SUPPLIED RECORDS START

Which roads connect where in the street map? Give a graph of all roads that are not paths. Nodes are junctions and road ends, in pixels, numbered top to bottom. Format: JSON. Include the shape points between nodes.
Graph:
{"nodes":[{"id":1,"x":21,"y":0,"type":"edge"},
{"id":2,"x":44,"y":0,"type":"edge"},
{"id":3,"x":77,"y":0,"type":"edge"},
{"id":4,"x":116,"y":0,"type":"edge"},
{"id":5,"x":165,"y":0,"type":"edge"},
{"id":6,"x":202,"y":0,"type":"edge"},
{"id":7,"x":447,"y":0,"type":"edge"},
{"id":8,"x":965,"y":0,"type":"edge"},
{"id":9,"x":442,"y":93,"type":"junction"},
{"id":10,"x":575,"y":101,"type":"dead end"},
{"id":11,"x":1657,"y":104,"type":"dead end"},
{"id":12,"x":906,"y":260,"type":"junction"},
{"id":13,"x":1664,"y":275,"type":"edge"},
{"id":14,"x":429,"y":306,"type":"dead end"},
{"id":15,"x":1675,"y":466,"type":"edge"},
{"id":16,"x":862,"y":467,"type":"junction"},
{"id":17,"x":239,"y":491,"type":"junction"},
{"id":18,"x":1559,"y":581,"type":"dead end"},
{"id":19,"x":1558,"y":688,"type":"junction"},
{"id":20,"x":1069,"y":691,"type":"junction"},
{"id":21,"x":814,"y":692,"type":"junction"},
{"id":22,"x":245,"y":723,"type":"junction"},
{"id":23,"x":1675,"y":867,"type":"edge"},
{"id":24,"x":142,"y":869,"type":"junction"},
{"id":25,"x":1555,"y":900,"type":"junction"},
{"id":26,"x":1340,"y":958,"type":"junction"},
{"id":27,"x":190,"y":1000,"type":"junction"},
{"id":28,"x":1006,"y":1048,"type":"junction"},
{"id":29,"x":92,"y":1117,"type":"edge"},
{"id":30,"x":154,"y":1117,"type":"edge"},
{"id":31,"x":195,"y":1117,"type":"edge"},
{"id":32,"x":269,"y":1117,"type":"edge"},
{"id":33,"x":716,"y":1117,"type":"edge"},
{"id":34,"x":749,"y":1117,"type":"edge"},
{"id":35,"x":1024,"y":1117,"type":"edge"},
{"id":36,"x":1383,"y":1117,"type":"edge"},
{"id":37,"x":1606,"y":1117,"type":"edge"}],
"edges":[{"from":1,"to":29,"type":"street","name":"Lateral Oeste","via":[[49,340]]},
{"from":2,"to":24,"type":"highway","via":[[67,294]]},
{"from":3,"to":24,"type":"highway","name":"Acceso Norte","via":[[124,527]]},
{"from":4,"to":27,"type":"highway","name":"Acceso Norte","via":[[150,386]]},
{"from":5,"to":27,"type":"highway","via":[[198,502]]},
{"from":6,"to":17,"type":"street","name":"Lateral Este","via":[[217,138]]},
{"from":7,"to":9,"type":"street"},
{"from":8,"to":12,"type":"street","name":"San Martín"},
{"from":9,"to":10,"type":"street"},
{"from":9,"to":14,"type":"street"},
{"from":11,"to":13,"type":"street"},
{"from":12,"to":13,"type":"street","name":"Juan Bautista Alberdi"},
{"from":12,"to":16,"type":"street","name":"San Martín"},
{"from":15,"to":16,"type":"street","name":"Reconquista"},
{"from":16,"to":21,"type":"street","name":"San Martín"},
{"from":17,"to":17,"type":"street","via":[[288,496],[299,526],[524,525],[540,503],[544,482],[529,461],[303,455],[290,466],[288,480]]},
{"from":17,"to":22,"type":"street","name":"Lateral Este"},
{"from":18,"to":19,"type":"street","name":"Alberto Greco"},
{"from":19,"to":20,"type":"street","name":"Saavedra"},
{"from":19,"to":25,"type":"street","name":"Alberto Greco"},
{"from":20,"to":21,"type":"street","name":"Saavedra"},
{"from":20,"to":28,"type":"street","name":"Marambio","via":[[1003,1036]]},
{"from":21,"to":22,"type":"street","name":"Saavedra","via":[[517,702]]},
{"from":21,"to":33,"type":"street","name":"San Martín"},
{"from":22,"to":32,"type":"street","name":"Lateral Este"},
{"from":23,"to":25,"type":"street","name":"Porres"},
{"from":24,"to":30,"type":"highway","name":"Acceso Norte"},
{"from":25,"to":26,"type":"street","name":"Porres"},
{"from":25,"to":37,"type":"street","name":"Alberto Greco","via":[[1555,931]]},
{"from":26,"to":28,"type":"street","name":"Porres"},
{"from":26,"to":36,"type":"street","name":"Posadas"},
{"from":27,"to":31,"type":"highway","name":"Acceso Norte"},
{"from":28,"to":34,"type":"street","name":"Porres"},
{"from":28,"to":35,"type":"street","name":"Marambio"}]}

SUPPLIED RECORDS END

▶ PROBLEM REQUIREMENTS:
Once more, print all the records exactly.

▶ RESPONSE BELOW:
Which roads connect where in the street map? Give a graph of all roads that are not paths. Nodes are junctions and road ends, in pixels, numbered top to bottom. Format: JSON. Include the shape points between nodes.
Graph:
{"nodes":[{"id":1,"x":21,"y":0,"type":"edge"},
{"id":2,"x":44,"y":0,"type":"edge"},
{"id":3,"x":77,"y":0,"type":"edge"},
{"id":4,"x":116,"y":0,"type":"edge"},
{"id":5,"x":165,"y":0,"type":"edge"},
{"id":6,"x":202,"y":0,"type":"edge"},
{"id":7,"x":447,"y":0,"type":"edge"},
{"id":8,"x":965,"y":0,"type":"edge"},
{"id":9,"x":442,"y":93,"type":"junction"},
{"id":10,"x":575,"y":101,"type":"dead end"},
{"id":11,"x":1657,"y":104,"type":"dead end"},
{"id":12,"x":906,"y":260,"type":"junction"},
{"id":13,"x":1664,"y":275,"type":"edge"},
{"id":14,"x":429,"y":306,"type":"dead end"},
{"id":15,"x":1675,"y":466,"type":"edge"},
{"id":16,"x":862,"y":467,"type":"junction"},
{"id":17,"x":239,"y":491,"type":"junction"},
{"id":18,"x":1559,"y":581,"type":"dead end"},
{"id":19,"x":1558,"y":688,"type":"junction"},
{"id":20,"x":1069,"y":691,"type":"junction"},
{"id":21,"x":814,"y":692,"type":"junction"},
{"id":22,"x":245,"y":723,"type":"junction"},
{"id":23,"x":1675,"y":867,"type":"edge"},
{"id":24,"x":142,"y":869,"type":"junction"},
{"id":25,"x":1555,"y":900,"type":"junction"},
{"id":26,"x":1340,"y":958,"type":"junction"},
{"id":27,"x":190,"y":1000,"type":"junction"},
{"id":28,"x":1006,"y":1048,"type":"junction"},
{"id":29,"x":92,"y":1117,"type":"edge"},
{"id":30,"x":154,"y":1117,"type":"edge"},
{"id":31,"x":195,"y":1117,"type":"edge"},
{"id":32,"x":269,"y":1117,"type":"edge"},
{"id":33,"x":716,"y":1117,"type":"edge"},
{"id":34,"x":749,"y":1117,"type":"edge"},
{"id":35,"x":1024,"y":1117,"type":"edge"},
{"id":36,"x":1383,"y":1117,"type":"edge"},
{"id":37,"x":1606,"y":1117,"type":"edge"}],
"edges":[{"from":1,"to":29,"type":"street","name":"Lateral Oeste","via":[[49,340]]},
{"from":2,"to":24,"type":"highway","via":[[67,294]]},
{"from":3,"to":24,"type":"highway","name":"Acceso Norte","via":[[124,527]]},
{"from":4,"to":27,"type":"highway","name":"Acceso Norte","via":[[150,386]]},
{"from":5,"to":27,"type":"highway","via":[[198,502]]},
{"from":6,"to":17,"type":"street","name":"Lateral Este","via":[[217,138]]},
{"from":7,"to":9,"type":"street"},
{"from":8,"to":12,"type":"street","name":"San Martín"},
{"from":9,"to":10,"type":"street"},
{"from":9,"to":14,"type":"street"},
{"from":11,"to":13,"type":"street"},
{"from":12,"to":13,"type":"street","name":"Juan Bautista Alberdi"},
{"from":12,"to":16,"type":"street","name":"San Martín"},
{"from":15,"to":16,"type":"street","name":"Reconquista"},
{"from":16,"to":21,"type":"street","name":"San Martín"},
{"from":17,"to":17,"type":"street","via":[[288,496],[299,526],[524,525],[540,503],[544,482],[529,461],[303,455],[290,466],[288,480]]},
{"from":17,"to":22,"type":"street","name":"Lateral Este"},
{"from":18,"to":19,"type":"street","name":"Alberto Greco"},
{"from":19,"to":20,"type":"street","name":"Saavedra"},
{"from":19,"to":25,"type":"street","name":"Alberto Greco"},
{"from":20,"to":21,"type":"street","name":"Saavedra"},
{"from":20,"to":28,"type":"street","name":"Marambio","via":[[1003,1036]]},
{"from":21,"to":22,"type":"street","name":"Saavedra","via":[[517,702]]},
{"from":21,"to":33,"type":"street","name":"San Martín"},
{"from":22,"to":32,"type":"street","name":"Lateral Este"},
{"from":23,"to":25,"type":"street","name":"Porres"},
{"from":24,"to":30,"type":"highway","name":"Acceso Norte"},
{"from":25,"to":26,"type":"street","name":"Porres"},
{"from":25,"to":37,"type":"street","name":"Alberto Greco","via":[[1555,931]]},
{"from":26,"to":28,"type":"street","name":"Porres"},
{"from":26,"to":36,"type":"street","name":"Posadas"},
{"from":27,"to":31,"type":"highway","name":"Acceso Norte"},
{"from":28,"to":34,"type":"street","name":"Porres"},
{"from":28,"to":35,"type":"street","name":"Marambio"}]}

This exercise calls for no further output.